## [What needs to be done]
Within the records below, how many lines contain "order"? The answer is that number alone.

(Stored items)
━━━━━━━━━━
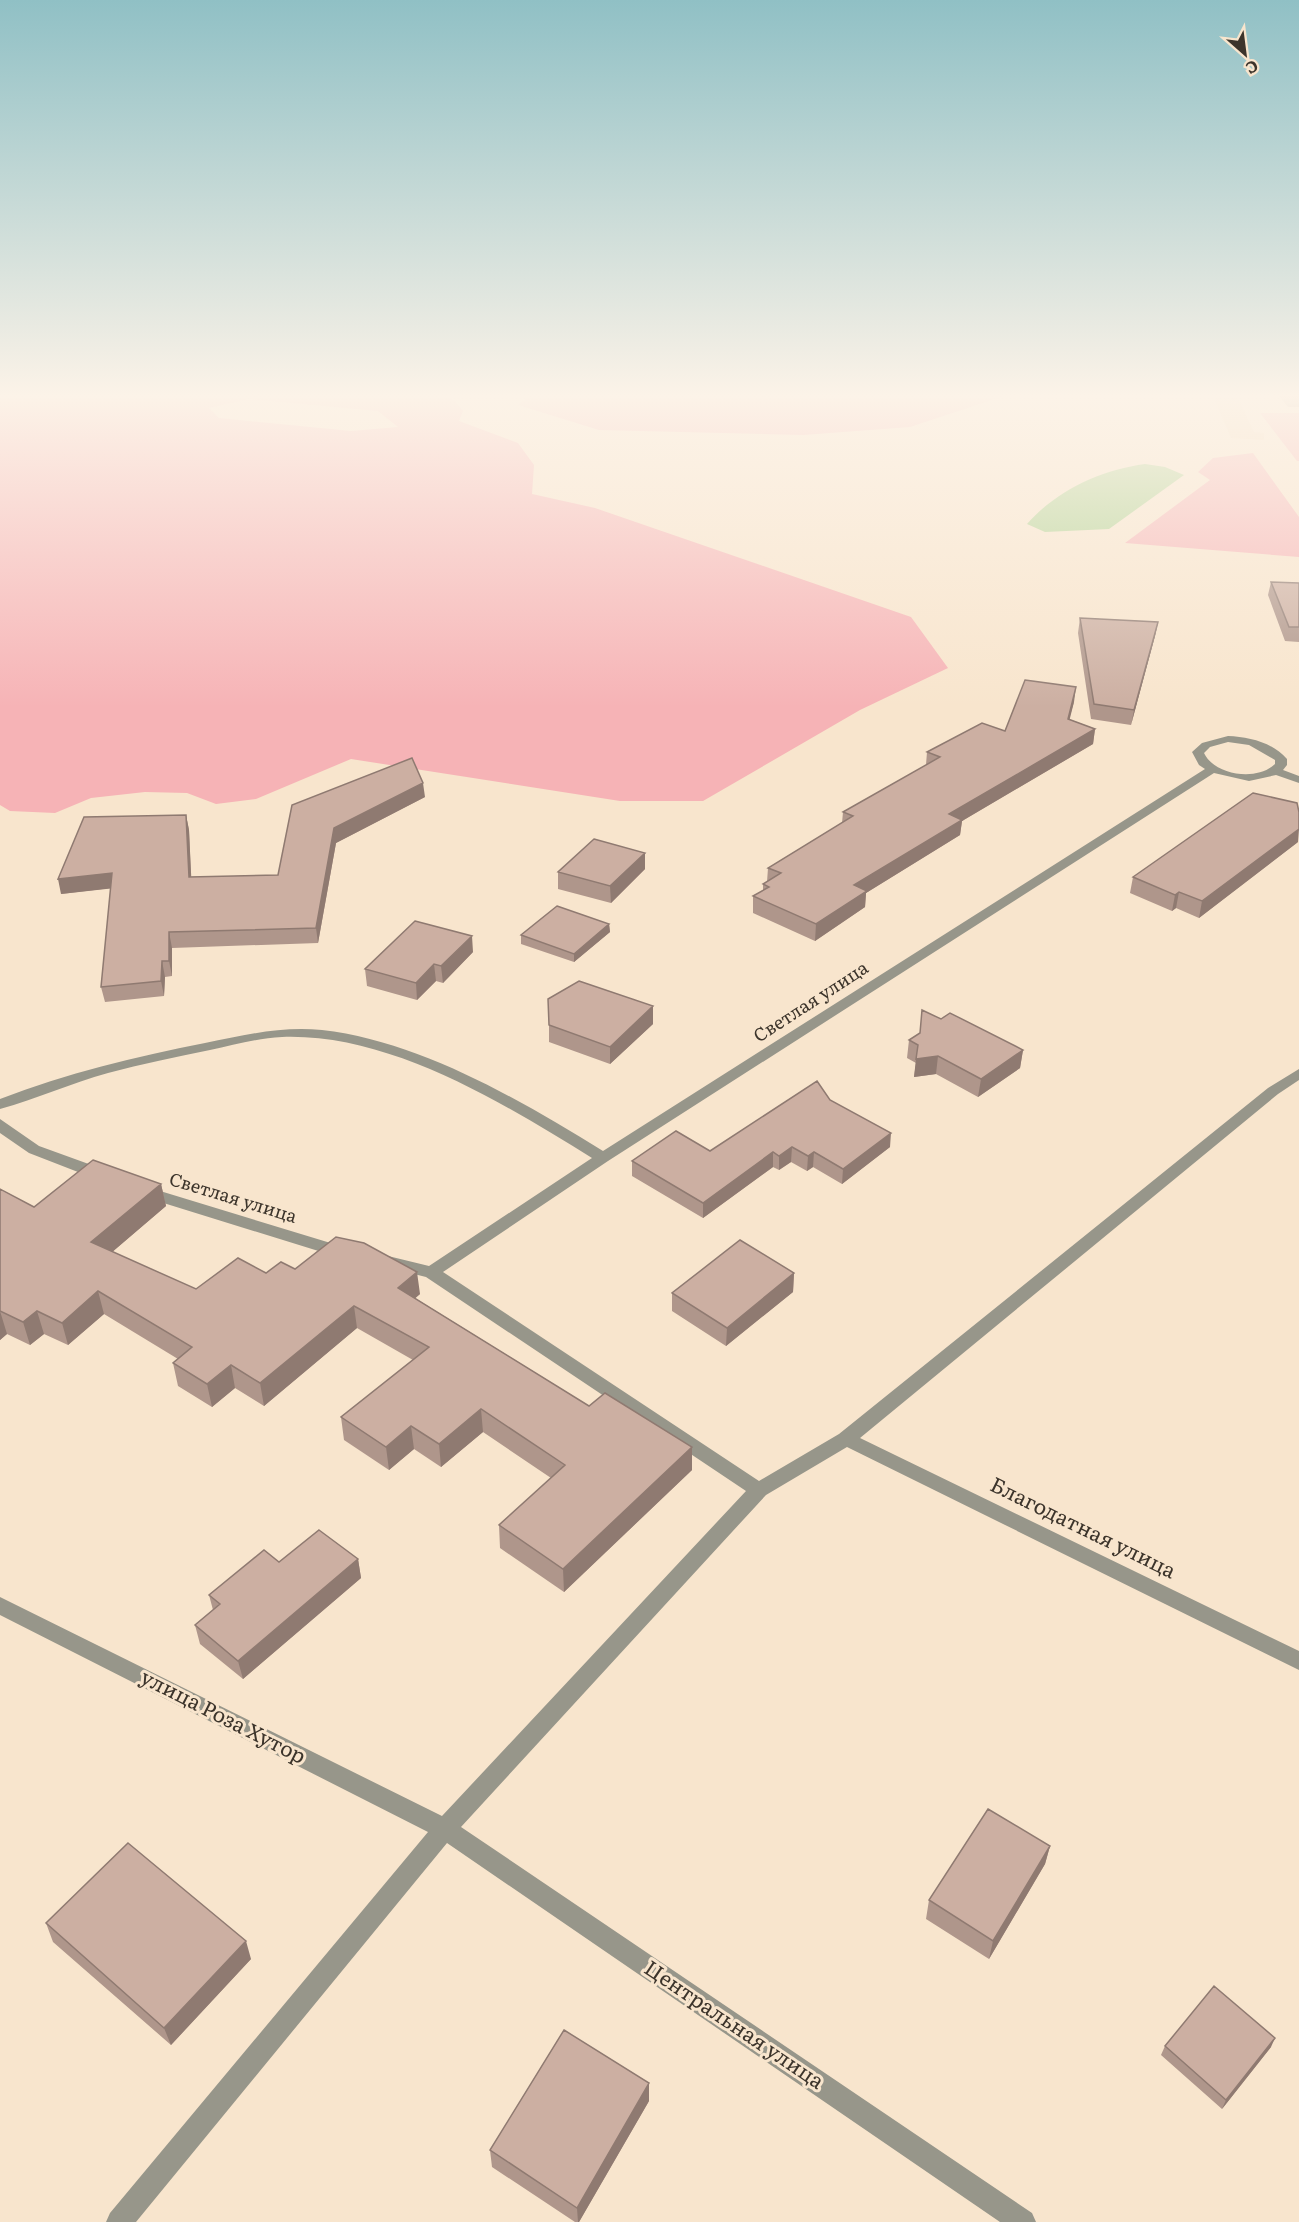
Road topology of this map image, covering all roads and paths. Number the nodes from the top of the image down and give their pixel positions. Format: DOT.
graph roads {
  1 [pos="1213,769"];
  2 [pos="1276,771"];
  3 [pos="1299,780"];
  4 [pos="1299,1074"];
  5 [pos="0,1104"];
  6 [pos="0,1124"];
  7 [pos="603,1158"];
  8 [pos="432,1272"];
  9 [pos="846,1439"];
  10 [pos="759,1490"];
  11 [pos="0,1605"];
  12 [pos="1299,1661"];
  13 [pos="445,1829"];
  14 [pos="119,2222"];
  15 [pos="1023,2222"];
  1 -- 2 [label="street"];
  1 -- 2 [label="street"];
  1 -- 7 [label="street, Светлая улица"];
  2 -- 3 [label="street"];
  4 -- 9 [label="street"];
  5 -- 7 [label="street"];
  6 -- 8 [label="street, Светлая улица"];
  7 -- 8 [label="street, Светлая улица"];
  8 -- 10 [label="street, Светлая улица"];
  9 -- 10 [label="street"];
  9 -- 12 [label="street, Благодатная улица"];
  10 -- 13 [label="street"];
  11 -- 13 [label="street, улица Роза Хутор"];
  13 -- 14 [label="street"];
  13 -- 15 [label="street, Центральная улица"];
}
━━━━━━━━━━
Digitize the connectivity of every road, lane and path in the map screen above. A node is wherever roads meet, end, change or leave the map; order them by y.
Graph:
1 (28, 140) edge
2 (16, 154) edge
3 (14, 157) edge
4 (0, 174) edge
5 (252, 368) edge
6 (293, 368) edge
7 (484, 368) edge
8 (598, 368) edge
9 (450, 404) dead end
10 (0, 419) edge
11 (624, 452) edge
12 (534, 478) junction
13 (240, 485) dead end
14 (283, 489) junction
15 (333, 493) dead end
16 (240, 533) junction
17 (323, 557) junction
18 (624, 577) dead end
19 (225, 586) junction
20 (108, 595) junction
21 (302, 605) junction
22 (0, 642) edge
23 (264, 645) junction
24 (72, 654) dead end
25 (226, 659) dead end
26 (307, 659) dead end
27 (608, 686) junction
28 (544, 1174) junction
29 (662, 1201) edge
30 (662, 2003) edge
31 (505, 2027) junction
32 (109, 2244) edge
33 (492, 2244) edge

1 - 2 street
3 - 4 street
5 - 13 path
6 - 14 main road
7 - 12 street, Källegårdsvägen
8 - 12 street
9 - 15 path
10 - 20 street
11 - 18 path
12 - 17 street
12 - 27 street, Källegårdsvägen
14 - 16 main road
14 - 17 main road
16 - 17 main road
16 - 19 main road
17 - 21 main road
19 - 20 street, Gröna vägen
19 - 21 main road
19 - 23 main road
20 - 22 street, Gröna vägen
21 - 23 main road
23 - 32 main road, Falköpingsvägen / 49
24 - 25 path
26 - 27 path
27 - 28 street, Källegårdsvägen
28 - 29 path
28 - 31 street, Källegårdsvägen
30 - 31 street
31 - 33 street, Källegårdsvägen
━━━━━━━━━━
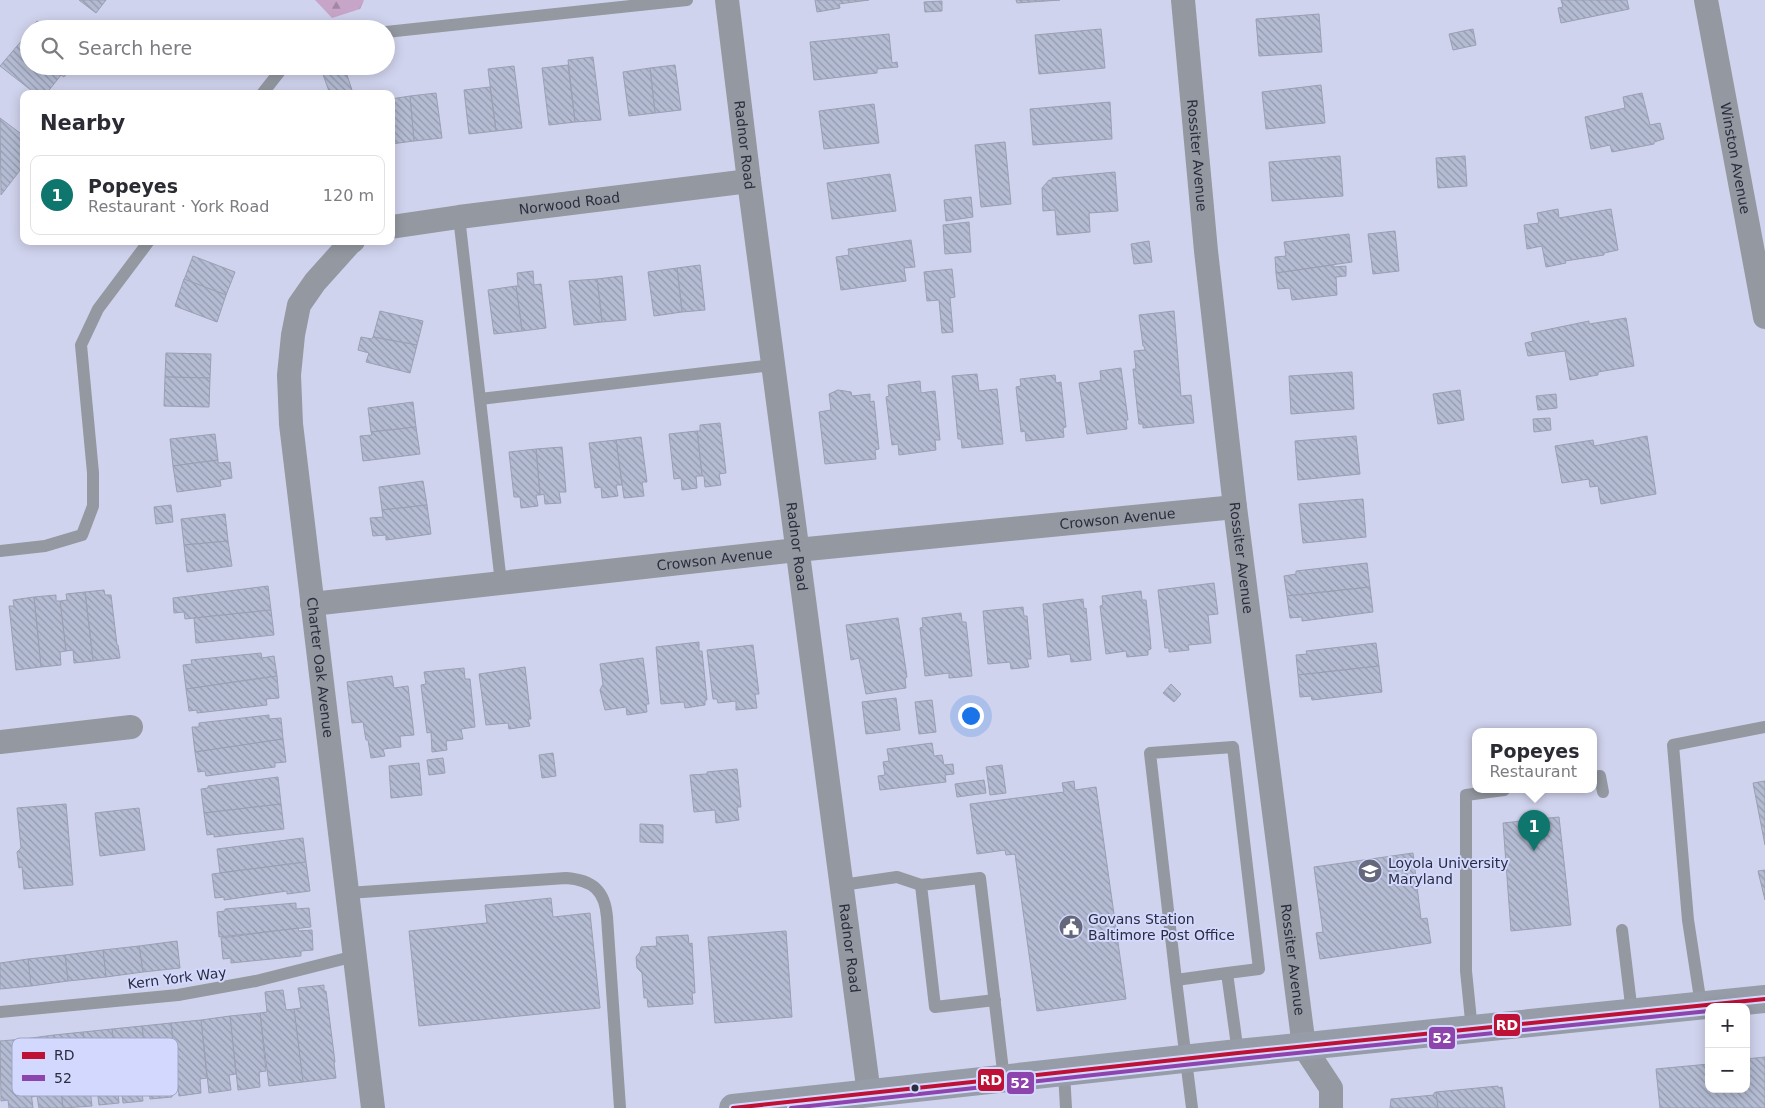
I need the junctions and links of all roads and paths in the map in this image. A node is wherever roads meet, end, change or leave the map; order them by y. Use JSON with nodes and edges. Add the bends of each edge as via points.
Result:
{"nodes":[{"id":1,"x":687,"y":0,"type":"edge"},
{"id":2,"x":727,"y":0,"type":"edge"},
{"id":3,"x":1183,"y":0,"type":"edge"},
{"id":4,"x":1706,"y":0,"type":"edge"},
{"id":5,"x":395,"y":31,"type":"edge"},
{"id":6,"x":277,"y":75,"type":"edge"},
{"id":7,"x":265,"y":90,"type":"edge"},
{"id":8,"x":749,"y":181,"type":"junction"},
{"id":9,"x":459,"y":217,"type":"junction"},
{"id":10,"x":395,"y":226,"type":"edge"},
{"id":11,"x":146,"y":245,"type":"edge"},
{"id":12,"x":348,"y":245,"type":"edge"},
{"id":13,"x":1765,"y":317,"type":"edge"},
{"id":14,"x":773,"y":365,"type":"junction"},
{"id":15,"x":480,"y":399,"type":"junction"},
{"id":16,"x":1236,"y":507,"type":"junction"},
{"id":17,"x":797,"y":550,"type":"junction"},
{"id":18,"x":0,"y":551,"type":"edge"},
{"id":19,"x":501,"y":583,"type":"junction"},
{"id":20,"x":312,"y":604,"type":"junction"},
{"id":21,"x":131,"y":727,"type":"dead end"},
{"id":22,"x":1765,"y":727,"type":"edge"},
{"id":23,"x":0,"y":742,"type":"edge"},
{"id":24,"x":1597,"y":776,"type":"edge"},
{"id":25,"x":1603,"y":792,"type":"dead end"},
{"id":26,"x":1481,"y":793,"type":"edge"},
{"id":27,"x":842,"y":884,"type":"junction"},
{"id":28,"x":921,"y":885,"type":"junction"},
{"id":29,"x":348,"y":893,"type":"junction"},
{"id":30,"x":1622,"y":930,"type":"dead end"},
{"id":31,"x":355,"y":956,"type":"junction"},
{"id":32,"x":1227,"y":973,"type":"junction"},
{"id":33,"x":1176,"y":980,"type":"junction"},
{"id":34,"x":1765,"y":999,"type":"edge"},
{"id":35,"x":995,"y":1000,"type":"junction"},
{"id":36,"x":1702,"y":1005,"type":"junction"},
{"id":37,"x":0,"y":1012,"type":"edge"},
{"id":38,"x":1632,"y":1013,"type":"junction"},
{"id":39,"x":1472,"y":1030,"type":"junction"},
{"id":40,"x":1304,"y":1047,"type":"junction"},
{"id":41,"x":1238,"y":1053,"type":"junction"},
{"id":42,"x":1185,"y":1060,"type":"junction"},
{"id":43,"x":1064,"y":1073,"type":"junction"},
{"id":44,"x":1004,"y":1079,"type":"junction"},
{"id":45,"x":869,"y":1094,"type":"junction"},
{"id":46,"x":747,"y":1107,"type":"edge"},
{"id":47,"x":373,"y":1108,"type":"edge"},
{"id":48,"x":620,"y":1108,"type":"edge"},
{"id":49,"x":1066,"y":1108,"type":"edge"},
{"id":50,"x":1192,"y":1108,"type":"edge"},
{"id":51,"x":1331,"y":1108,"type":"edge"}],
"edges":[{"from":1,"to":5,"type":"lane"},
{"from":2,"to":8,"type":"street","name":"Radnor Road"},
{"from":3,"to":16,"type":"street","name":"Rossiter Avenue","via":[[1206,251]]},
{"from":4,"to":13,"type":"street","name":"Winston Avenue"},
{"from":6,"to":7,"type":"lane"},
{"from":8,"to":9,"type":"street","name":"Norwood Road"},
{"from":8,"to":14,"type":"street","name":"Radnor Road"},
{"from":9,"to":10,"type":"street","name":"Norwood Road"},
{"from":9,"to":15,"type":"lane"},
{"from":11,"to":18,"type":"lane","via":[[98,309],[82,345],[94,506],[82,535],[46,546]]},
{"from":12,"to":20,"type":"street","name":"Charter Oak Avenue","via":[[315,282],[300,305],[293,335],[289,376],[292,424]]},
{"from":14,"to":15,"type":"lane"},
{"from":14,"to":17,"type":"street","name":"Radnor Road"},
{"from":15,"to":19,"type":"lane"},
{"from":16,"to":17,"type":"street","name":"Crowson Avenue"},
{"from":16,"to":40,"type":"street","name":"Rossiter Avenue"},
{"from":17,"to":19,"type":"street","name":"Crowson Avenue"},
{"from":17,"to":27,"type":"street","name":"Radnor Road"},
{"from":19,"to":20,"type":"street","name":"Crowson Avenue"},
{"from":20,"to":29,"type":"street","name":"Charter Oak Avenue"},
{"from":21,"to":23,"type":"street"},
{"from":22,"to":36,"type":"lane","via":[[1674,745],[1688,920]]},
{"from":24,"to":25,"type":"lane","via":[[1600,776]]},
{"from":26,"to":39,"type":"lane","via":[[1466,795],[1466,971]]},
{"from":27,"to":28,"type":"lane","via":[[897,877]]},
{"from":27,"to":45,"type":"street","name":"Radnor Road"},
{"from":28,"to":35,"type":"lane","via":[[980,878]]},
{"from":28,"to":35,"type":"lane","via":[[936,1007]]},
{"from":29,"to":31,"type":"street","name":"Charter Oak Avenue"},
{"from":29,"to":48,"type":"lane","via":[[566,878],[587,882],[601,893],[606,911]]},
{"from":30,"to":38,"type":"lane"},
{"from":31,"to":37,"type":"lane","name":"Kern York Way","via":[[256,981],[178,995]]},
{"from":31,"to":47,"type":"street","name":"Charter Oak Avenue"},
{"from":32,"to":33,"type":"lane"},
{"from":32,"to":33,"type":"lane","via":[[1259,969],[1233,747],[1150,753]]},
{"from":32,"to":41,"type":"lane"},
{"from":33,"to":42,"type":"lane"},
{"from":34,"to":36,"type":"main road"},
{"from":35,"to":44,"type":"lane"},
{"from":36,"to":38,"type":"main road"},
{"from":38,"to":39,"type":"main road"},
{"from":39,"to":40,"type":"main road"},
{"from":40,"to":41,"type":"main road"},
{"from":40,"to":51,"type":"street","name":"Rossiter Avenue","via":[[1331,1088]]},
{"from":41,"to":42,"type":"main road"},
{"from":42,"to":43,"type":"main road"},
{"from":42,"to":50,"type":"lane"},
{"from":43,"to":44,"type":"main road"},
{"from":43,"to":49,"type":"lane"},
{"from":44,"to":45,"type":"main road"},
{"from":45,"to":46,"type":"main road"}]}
━━━━━━━━━━
## [Solution to the problem]
2